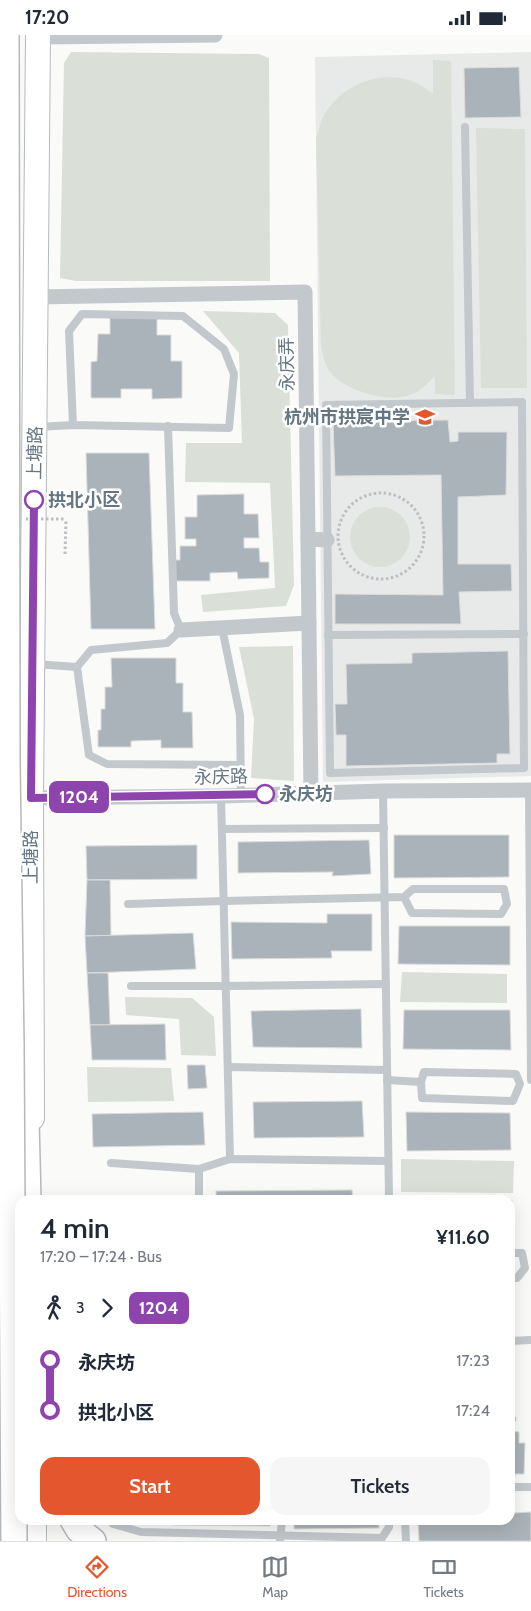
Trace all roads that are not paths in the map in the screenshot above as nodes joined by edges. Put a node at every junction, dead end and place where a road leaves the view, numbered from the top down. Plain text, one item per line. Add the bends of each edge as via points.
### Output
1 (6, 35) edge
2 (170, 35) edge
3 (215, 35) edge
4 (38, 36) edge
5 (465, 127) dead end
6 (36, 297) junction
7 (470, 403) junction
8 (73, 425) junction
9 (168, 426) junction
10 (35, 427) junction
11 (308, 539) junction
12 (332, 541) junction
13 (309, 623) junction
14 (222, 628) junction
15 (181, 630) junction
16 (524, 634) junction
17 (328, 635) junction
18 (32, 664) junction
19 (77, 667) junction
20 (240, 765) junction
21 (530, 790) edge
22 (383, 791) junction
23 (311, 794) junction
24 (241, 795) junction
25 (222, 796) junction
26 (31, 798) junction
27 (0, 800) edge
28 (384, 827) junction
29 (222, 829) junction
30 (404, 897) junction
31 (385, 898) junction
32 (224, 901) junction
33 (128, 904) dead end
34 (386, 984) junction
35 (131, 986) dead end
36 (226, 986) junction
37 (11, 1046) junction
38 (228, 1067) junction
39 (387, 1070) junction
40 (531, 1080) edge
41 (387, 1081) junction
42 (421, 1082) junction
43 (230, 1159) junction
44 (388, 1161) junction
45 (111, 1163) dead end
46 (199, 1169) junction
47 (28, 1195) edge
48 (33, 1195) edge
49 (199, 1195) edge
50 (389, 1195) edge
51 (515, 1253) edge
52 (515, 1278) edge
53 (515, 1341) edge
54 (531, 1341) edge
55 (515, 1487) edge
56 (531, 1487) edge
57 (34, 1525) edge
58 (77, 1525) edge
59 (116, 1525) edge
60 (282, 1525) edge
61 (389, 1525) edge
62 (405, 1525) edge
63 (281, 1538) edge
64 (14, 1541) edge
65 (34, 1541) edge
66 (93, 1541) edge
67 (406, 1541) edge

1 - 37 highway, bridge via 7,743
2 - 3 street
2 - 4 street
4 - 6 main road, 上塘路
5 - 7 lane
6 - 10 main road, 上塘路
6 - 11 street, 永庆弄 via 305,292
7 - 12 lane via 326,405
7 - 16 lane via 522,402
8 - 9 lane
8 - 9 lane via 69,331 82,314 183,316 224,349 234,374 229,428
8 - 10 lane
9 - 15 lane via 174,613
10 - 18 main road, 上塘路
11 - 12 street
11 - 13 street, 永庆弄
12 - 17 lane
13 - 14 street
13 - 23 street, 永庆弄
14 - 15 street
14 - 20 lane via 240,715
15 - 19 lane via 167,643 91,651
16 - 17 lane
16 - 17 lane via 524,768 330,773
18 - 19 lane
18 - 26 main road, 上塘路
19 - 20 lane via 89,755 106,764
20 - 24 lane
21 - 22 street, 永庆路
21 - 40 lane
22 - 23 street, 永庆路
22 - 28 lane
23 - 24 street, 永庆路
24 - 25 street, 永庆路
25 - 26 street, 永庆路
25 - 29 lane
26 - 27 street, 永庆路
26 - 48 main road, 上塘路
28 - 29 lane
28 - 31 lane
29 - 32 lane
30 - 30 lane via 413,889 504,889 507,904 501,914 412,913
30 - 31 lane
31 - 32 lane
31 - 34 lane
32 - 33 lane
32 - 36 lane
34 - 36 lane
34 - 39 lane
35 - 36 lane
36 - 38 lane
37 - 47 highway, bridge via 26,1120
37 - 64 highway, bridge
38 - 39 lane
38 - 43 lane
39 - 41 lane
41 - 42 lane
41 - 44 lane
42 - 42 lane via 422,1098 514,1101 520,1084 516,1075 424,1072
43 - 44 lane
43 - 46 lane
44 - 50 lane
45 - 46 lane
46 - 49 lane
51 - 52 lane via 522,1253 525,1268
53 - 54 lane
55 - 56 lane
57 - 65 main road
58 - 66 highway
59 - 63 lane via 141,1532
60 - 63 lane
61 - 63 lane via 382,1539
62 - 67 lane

WHAT THE TASK ASKS
Repeat the records word for word. Any picture in them should be left out.

SOLVED PROBLEM
Trace all roads that are not paths in the map in the screenshot above as nodes joined by edges. Put a node at every junction, dead end and place where a road leaves the view, numbered from the top down. Plain text, one item per line. Add the bends of each edge as via points.
### Output
1 (6, 35) edge
2 (170, 35) edge
3 (215, 35) edge
4 (38, 36) edge
5 (465, 127) dead end
6 (36, 297) junction
7 (470, 403) junction
8 (73, 425) junction
9 (168, 426) junction
10 (35, 427) junction
11 (308, 539) junction
12 (332, 541) junction
13 (309, 623) junction
14 (222, 628) junction
15 (181, 630) junction
16 (524, 634) junction
17 (328, 635) junction
18 (32, 664) junction
19 (77, 667) junction
20 (240, 765) junction
21 (530, 790) edge
22 (383, 791) junction
23 (311, 794) junction
24 (241, 795) junction
25 (222, 796) junction
26 (31, 798) junction
27 (0, 800) edge
28 (384, 827) junction
29 (222, 829) junction
30 (404, 897) junction
31 (385, 898) junction
32 (224, 901) junction
33 (128, 904) dead end
34 (386, 984) junction
35 (131, 986) dead end
36 (226, 986) junction
37 (11, 1046) junction
38 (228, 1067) junction
39 (387, 1070) junction
40 (531, 1080) edge
41 (387, 1081) junction
42 (421, 1082) junction
43 (230, 1159) junction
44 (388, 1161) junction
45 (111, 1163) dead end
46 (199, 1169) junction
47 (28, 1195) edge
48 (33, 1195) edge
49 (199, 1195) edge
50 (389, 1195) edge
51 (515, 1253) edge
52 (515, 1278) edge
53 (515, 1341) edge
54 (531, 1341) edge
55 (515, 1487) edge
56 (531, 1487) edge
57 (34, 1525) edge
58 (77, 1525) edge
59 (116, 1525) edge
60 (282, 1525) edge
61 (389, 1525) edge
62 (405, 1525) edge
63 (281, 1538) edge
64 (14, 1541) edge
65 (34, 1541) edge
66 (93, 1541) edge
67 (406, 1541) edge

1 - 37 highway, bridge via 7,743
2 - 3 street
2 - 4 street
4 - 6 main road, 上塘路
5 - 7 lane
6 - 10 main road, 上塘路
6 - 11 street, 永庆弄 via 305,292
7 - 12 lane via 326,405
7 - 16 lane via 522,402
8 - 9 lane
8 - 9 lane via 69,331 82,314 183,316 224,349 234,374 229,428
8 - 10 lane
9 - 15 lane via 174,613
10 - 18 main road, 上塘路
11 - 12 street
11 - 13 street, 永庆弄
12 - 17 lane
13 - 14 street
13 - 23 street, 永庆弄
14 - 15 street
14 - 20 lane via 240,715
15 - 19 lane via 167,643 91,651
16 - 17 lane
16 - 17 lane via 524,768 330,773
18 - 19 lane
18 - 26 main road, 上塘路
19 - 20 lane via 89,755 106,764
20 - 24 lane
21 - 22 street, 永庆路
21 - 40 lane
22 - 23 street, 永庆路
22 - 28 lane
23 - 24 street, 永庆路
24 - 25 street, 永庆路
25 - 26 street, 永庆路
25 - 29 lane
26 - 27 street, 永庆路
26 - 48 main road, 上塘路
28 - 29 lane
28 - 31 lane
29 - 32 lane
30 - 30 lane via 413,889 504,889 507,904 501,914 412,913
30 - 31 lane
31 - 32 lane
31 - 34 lane
32 - 33 lane
32 - 36 lane
34 - 36 lane
34 - 39 lane
35 - 36 lane
36 - 38 lane
37 - 47 highway, bridge via 26,1120
37 - 64 highway, bridge
38 - 39 lane
38 - 43 lane
39 - 41 lane
41 - 42 lane
41 - 44 lane
42 - 42 lane via 422,1098 514,1101 520,1084 516,1075 424,1072
43 - 44 lane
43 - 46 lane
44 - 50 lane
45 - 46 lane
46 - 49 lane
51 - 52 lane via 522,1253 525,1268
53 - 54 lane
55 - 56 lane
57 - 65 main road
58 - 66 highway
59 - 63 lane via 141,1532
60 - 63 lane
61 - 63 lane via 382,1539
62 - 67 lane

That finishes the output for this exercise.